**Exercise objective**
Copy out, from the entries below, each line that holds the string "Great".

**Material shown**
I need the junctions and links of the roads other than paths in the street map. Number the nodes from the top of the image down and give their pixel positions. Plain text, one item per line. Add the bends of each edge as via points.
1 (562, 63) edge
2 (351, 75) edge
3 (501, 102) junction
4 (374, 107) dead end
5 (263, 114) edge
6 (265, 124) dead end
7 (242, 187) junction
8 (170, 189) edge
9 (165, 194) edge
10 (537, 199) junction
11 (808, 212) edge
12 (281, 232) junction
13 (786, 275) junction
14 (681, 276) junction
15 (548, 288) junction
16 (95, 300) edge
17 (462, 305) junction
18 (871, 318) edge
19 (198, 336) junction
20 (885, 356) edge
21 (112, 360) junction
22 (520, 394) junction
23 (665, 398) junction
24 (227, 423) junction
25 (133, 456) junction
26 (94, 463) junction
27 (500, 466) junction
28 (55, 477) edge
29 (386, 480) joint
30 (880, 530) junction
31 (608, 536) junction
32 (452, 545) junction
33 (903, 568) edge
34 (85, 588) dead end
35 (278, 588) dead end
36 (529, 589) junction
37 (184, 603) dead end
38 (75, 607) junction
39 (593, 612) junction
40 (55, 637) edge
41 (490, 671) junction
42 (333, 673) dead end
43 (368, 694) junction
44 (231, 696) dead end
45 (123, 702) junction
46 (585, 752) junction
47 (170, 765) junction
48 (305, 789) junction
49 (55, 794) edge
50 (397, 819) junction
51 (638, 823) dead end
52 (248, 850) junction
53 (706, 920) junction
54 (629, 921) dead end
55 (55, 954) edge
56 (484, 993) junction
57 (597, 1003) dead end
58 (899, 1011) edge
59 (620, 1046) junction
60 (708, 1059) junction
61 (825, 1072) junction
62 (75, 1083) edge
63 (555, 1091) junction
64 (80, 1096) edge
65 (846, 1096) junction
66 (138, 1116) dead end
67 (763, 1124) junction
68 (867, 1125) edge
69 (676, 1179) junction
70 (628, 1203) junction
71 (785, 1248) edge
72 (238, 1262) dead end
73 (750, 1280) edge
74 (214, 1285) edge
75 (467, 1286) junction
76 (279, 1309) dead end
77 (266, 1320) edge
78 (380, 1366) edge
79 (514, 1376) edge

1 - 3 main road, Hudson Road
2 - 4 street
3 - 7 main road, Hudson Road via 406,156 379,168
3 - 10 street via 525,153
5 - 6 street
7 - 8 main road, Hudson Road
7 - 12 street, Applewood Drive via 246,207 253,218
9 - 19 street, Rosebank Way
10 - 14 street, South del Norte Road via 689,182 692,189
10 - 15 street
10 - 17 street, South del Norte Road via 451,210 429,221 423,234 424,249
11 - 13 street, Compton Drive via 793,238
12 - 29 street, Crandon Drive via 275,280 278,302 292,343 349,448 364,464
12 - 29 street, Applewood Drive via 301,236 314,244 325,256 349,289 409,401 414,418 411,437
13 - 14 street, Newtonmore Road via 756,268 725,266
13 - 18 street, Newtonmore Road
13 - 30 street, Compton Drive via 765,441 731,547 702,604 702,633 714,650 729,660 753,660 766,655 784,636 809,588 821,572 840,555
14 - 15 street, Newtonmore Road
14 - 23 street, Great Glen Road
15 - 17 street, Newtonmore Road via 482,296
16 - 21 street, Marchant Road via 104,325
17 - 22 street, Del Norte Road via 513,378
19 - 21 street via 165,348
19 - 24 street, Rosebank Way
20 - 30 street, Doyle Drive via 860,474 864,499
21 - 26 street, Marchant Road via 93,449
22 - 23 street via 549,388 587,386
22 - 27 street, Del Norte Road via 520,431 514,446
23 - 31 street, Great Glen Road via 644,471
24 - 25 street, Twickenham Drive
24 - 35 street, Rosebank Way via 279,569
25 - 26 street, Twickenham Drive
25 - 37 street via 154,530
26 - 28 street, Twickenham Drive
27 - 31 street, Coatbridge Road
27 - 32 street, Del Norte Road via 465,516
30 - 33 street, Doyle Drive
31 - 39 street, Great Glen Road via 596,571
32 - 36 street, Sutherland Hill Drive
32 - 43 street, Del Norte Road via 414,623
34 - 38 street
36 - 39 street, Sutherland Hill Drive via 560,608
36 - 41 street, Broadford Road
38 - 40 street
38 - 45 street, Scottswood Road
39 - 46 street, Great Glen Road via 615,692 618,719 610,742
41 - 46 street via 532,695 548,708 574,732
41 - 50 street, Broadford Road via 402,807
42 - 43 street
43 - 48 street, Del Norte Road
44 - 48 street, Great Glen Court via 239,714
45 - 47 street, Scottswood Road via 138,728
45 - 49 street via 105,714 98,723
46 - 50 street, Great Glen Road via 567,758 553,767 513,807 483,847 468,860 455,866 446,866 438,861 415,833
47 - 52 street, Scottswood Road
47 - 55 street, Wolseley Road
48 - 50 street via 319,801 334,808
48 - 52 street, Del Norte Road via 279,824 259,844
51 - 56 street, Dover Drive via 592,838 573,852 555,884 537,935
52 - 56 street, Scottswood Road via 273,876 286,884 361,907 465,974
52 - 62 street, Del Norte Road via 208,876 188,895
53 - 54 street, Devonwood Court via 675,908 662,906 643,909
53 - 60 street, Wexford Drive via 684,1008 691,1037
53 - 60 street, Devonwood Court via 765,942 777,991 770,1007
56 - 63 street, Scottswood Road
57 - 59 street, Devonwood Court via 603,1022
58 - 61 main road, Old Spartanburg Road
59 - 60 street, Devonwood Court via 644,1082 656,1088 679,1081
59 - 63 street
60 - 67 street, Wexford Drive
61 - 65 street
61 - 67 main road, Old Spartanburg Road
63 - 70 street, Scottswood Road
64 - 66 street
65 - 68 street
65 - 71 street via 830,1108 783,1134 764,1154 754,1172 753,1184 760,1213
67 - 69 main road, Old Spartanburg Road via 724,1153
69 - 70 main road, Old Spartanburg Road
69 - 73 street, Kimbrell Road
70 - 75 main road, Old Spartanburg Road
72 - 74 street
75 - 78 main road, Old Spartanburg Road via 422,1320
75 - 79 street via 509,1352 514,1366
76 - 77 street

**Solution to this exercise**
14 - 23 street, Great Glen Road
23 - 31 street, Great Glen Road via 644,471
31 - 39 street, Great Glen Road via 596,571
39 - 46 street, Great Glen Road via 615,692 618,719 610,742
44 - 48 street, Great Glen Court via 239,714
46 - 50 street, Great Glen Road via 567,758 553,767 513,807 483,847 468,860 455,866 446,866 438,861 415,833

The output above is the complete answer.